The above quote may just be the most singularly emblematic of cinematic villainy in the history of the medium, and the Wicked Witch is about as streamlined and simple a villain as you get - she wants to kill Dorothy, she wants to kill her little dog, and she had a goddamn army of flying monkeys that she'll do it with. It also helps that she scared the shit out of me when I was a really little kid. That kind of horror lingers; two decades later and I still feel uncomfortable when she steps onscreen. Man she's vile.
71. Red Grant (From Russia With Love)
"The first one won't kill you. Not the second. Not even the third. Not till you crawl over here and you KISS MY FOOT."

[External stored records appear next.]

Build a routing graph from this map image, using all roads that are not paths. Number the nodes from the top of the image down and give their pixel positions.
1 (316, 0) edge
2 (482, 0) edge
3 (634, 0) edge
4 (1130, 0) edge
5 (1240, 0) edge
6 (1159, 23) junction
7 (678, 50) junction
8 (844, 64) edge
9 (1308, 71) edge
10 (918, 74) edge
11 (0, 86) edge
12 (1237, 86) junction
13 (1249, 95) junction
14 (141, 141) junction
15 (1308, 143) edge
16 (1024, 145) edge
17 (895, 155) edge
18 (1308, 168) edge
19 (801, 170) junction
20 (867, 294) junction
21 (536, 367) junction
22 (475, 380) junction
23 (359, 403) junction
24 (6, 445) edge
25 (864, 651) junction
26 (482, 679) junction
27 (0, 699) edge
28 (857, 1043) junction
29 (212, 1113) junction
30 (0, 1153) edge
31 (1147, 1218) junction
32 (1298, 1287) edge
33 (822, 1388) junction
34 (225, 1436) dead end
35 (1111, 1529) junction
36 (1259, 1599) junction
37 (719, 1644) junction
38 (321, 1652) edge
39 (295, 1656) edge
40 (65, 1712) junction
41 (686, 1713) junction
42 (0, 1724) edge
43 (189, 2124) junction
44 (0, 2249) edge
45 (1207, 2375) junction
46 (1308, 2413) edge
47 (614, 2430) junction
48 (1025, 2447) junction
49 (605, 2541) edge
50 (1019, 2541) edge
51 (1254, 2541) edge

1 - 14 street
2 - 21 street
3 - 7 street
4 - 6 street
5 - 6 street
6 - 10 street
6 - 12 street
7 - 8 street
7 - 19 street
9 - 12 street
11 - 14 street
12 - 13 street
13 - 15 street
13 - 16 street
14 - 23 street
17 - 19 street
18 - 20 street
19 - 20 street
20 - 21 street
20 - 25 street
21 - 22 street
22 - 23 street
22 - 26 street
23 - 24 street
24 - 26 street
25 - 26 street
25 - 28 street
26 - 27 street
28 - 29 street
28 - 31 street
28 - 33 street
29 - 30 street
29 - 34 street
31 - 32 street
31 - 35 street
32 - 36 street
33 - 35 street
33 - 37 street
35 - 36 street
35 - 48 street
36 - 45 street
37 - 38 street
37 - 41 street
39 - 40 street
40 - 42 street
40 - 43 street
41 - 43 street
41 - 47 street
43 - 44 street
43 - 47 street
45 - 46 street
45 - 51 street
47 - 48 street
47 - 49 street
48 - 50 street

Bond villain alert! While James Bond has faced many supervillains - after all, his very first opponent was Dr. No, who lived in a palatial island lair and had steel hands - he can sometimes be at his most interesting when facing a fellow agent, competent, ruthless, cold, deadly, and precise. Like Bond himself, Red Grant is far from infallible (and it's his temptation by fifty gold sovereigns that leads to his demise), but he is extremely good at his job, and kills damn near everyone he meets until his final encounter with 007, not with wisecracks but with a gun or a simple unseen-until-it's-too-late wire around the throat. And he and Bond's final throwdown in the train compartment - just awesome. Red Grant would be a evenly-matched opponent even for Daniel Craig.